**WORK TO COMPLETE:** How many lines in the data below contain the word "where"? State only the number.

**AVAILABLE DATA:**
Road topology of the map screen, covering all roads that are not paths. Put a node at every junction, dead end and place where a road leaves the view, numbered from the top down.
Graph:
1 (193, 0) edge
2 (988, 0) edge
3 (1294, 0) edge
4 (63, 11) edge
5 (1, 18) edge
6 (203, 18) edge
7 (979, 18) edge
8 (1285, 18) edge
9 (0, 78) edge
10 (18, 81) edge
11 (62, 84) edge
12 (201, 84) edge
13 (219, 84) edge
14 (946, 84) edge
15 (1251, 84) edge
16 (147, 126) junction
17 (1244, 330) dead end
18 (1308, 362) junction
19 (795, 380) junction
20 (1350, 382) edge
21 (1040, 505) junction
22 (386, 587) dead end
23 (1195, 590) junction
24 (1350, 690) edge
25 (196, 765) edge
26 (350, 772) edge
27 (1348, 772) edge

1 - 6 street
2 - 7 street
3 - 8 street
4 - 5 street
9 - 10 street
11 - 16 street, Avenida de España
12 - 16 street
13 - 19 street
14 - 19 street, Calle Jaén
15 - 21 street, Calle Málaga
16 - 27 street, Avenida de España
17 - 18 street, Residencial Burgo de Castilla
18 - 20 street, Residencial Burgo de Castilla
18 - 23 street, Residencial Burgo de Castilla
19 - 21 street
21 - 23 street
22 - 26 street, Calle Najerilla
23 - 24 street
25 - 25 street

* * *

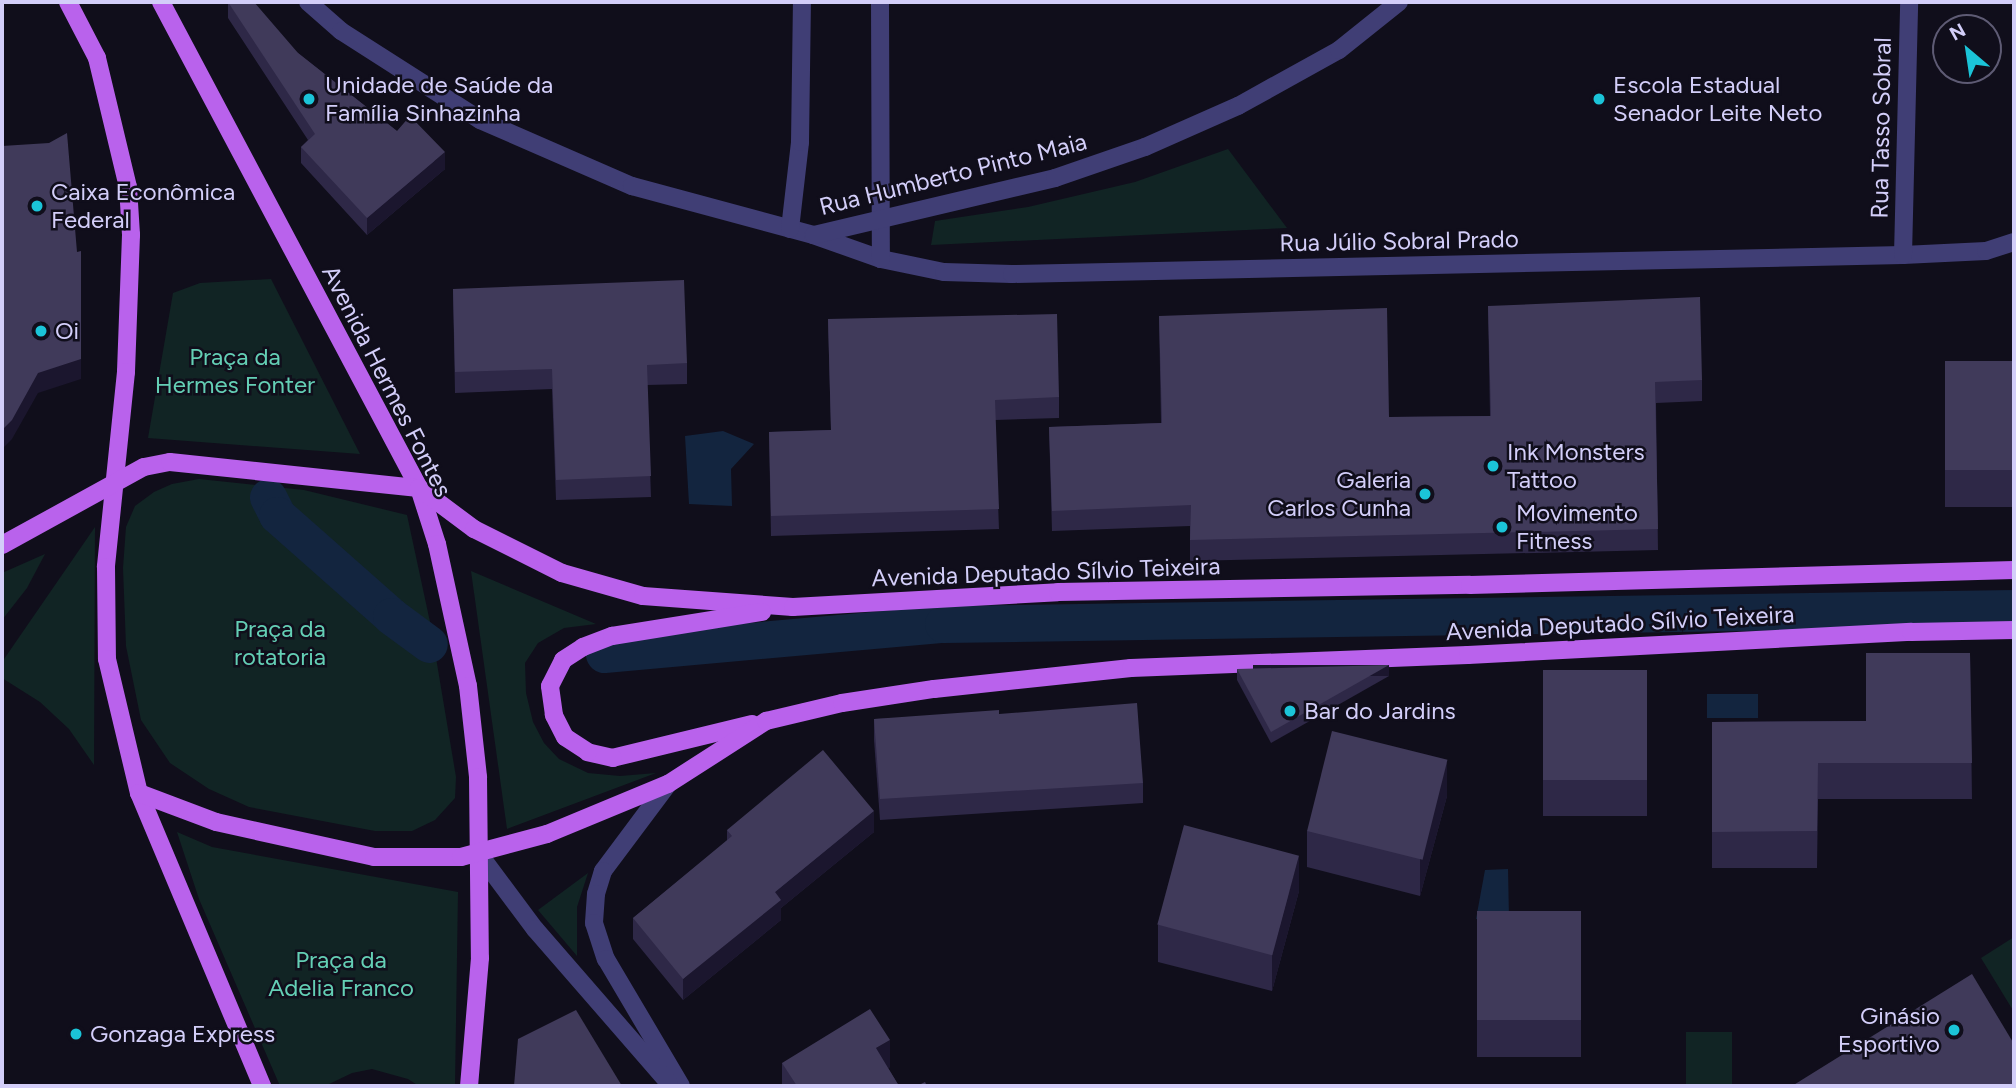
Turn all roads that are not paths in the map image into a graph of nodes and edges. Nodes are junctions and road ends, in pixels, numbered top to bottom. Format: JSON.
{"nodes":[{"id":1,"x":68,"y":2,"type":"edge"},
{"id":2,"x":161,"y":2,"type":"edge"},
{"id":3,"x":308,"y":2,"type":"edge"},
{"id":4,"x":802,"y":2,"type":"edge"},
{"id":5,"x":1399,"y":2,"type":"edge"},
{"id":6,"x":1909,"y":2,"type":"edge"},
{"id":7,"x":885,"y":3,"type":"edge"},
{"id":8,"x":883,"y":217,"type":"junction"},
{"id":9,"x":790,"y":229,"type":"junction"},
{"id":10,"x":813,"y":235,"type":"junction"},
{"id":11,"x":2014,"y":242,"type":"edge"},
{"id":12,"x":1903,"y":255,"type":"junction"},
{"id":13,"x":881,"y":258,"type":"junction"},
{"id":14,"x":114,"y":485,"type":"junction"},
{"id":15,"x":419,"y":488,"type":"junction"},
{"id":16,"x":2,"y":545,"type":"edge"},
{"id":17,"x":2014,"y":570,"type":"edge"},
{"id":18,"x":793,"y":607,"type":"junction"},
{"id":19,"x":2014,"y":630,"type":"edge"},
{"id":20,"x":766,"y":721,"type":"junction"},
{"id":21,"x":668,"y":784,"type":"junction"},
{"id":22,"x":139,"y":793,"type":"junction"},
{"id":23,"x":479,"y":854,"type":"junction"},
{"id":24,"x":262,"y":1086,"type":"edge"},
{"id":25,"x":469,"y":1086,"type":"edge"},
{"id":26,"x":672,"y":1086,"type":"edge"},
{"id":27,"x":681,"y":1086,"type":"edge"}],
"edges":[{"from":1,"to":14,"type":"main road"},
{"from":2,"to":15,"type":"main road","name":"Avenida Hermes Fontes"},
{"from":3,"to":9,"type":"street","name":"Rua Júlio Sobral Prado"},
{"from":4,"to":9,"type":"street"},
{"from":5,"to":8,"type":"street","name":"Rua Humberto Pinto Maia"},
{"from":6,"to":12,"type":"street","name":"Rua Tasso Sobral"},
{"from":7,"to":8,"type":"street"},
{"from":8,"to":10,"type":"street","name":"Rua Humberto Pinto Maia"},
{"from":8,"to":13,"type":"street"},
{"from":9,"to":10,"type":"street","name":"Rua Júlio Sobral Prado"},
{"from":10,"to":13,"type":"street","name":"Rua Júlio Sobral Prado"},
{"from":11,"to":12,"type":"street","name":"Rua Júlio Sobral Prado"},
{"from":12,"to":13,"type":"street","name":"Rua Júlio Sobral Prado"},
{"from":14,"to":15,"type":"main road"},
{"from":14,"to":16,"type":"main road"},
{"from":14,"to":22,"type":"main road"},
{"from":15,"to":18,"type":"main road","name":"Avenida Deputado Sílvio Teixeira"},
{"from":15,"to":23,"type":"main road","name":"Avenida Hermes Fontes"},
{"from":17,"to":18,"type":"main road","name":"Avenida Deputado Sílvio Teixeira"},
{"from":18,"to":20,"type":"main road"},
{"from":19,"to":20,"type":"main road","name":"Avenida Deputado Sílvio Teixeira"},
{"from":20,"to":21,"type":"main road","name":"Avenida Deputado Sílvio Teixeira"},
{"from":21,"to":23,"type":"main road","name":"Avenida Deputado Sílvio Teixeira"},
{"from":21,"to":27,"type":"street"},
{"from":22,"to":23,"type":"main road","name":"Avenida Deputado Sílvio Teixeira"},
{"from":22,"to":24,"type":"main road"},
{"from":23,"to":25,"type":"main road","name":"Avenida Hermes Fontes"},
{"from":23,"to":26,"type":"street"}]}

==

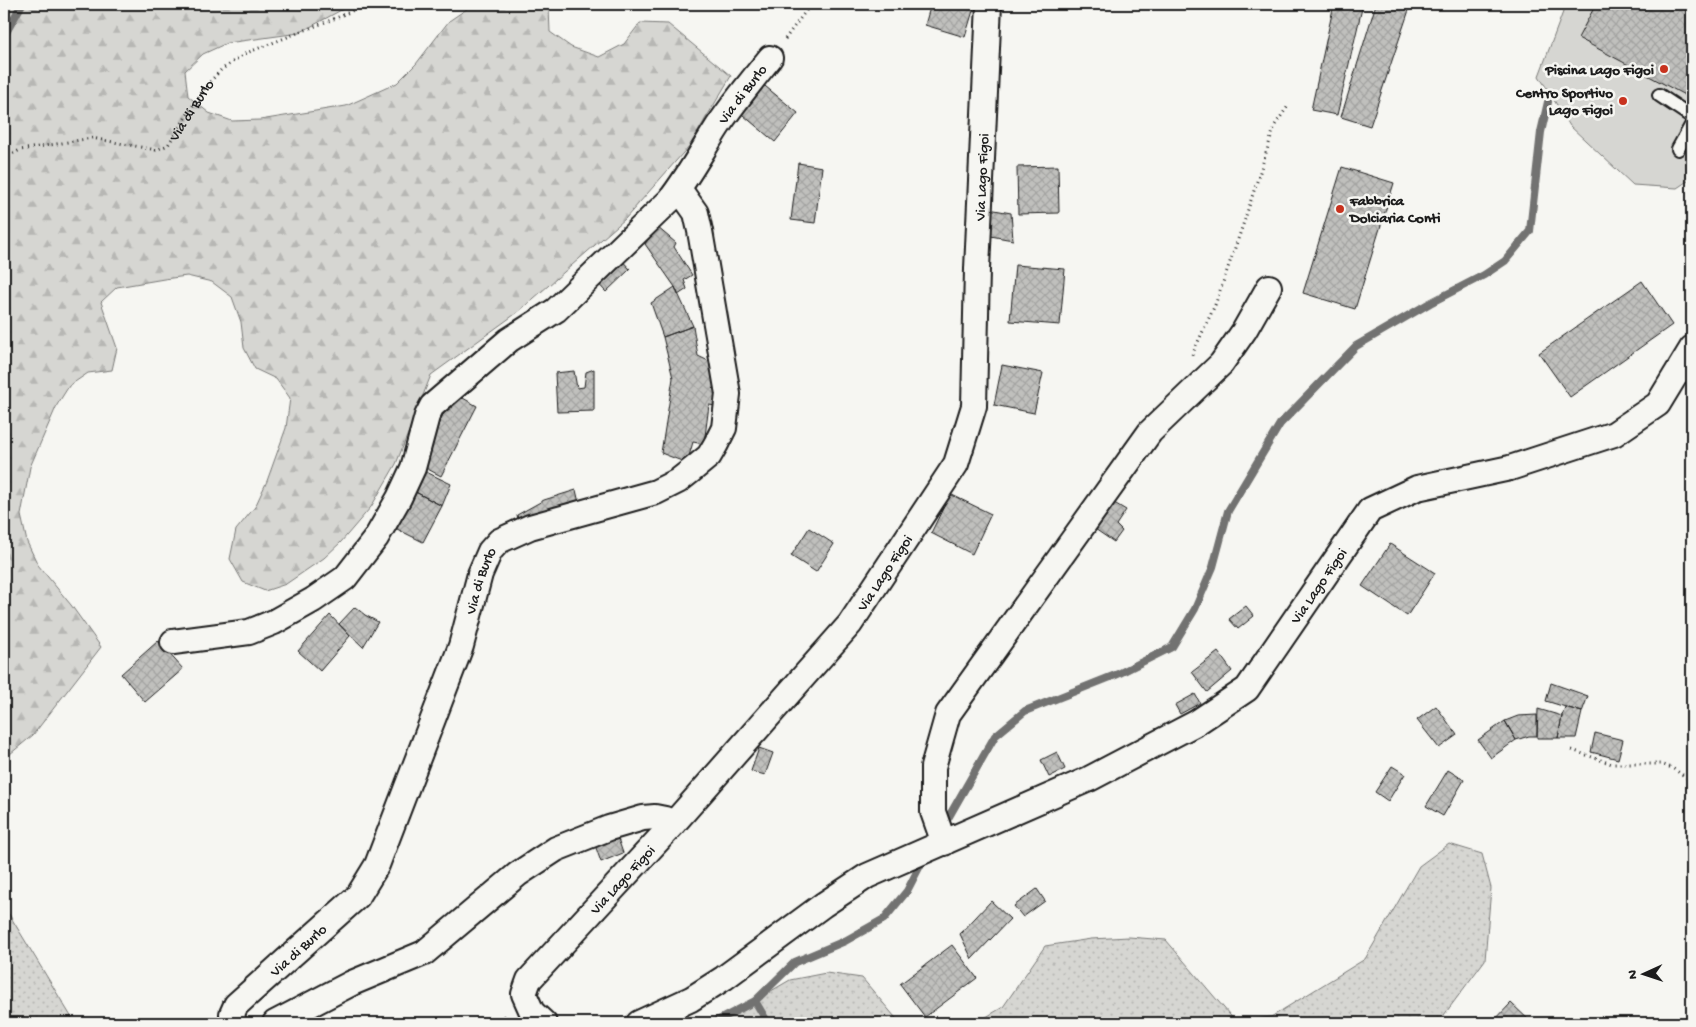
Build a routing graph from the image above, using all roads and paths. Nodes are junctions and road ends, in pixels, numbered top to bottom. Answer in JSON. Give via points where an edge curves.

**TASK SOLUTION:** 2